MONTGOMERY, Ala. (AP) - Alabama’s attorney general is looking to invalidate a judge’s order that challenged the constitutionality of the state’s death penalty sentencing system.

Alabama Attorney General Luther Strange said in a petition to the state appeals court that Jefferson County Circuit Court Judge Tracie Todd doesn’t have the authority to prevent the state from seeking the death penalty against defendants who are charged with capital murder.

Todd issued an order March 3, saying a system allowing judges to impose the death penalty over a jury’s suggestion for life in prison without parole is unconstitutional.

“Although recent legal developments may call into question the imposition of the death penalty under certain circumstances, the trial court’s order is indefensible,” Strange said in a statement.

Juries recommend sentences in Alabama death penalty cases, but judges have the final say in a mechanism known as judicial override. The method is used to impose the death penalty if a jury recommends life without parole.

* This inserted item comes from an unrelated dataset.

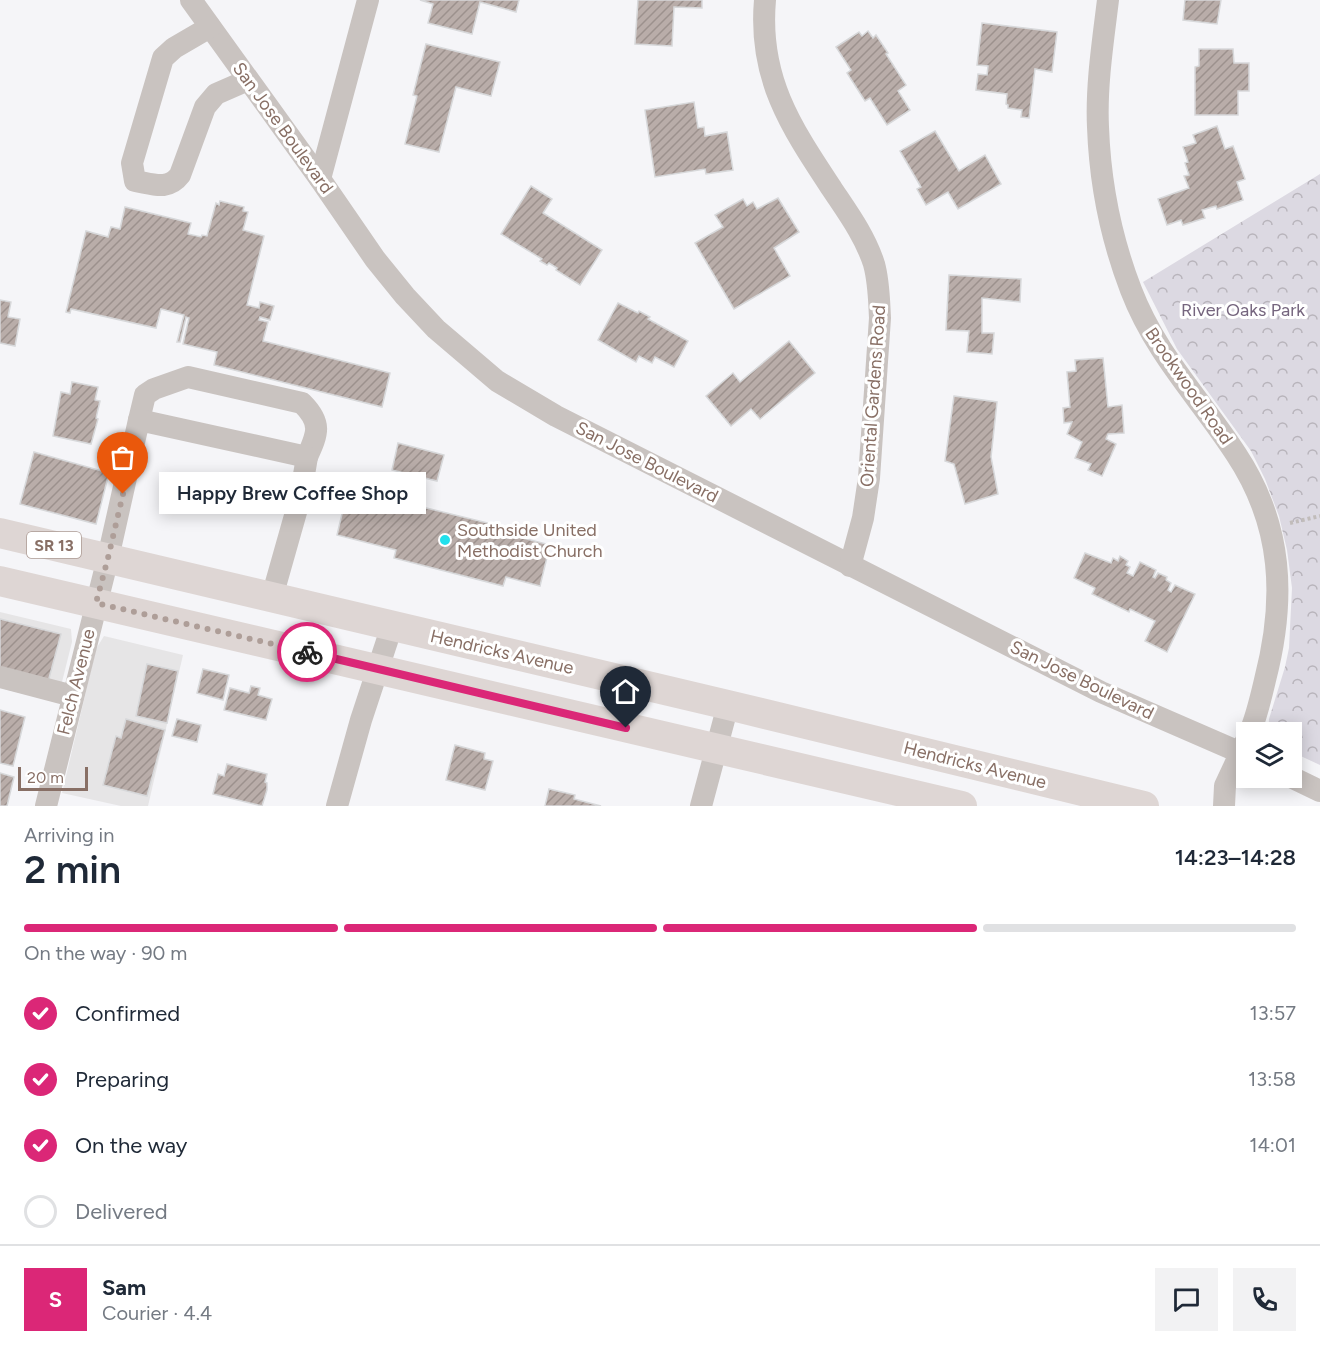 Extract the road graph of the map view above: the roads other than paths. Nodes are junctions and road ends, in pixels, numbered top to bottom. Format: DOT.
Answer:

Todd blocked the death penalty from being used against four men charged in three slayings after defense attorneys cited a U.S. Supreme Court decision that declared a similar sentencing system in Florida unconstitutional.

Prosecutors have argued that Alabama’s sentencing system is different from Florida’s in key aspects and is constitutional. Florida lawmakers have revamped the state’s death penalty sentencing mechanism since the Supreme Court Ruling.

In Todd’s order, she alleged a connection between the state’s partisan judicial elections and the use of judicial override to impose the death penalty to put forth a “tough on crime” persona during election years.

Strange said Todd’s order was riddled with errors and that Alabama’s judicial elections have nothing to do with the way judges impose the death penalty.

The Alabama Supreme Court and the U.S. Supreme Courts have both found the state’s sentencing mechanism to be constitutional as long as juries find aggravating factors in the guilt or penalty phase of a trial, he said.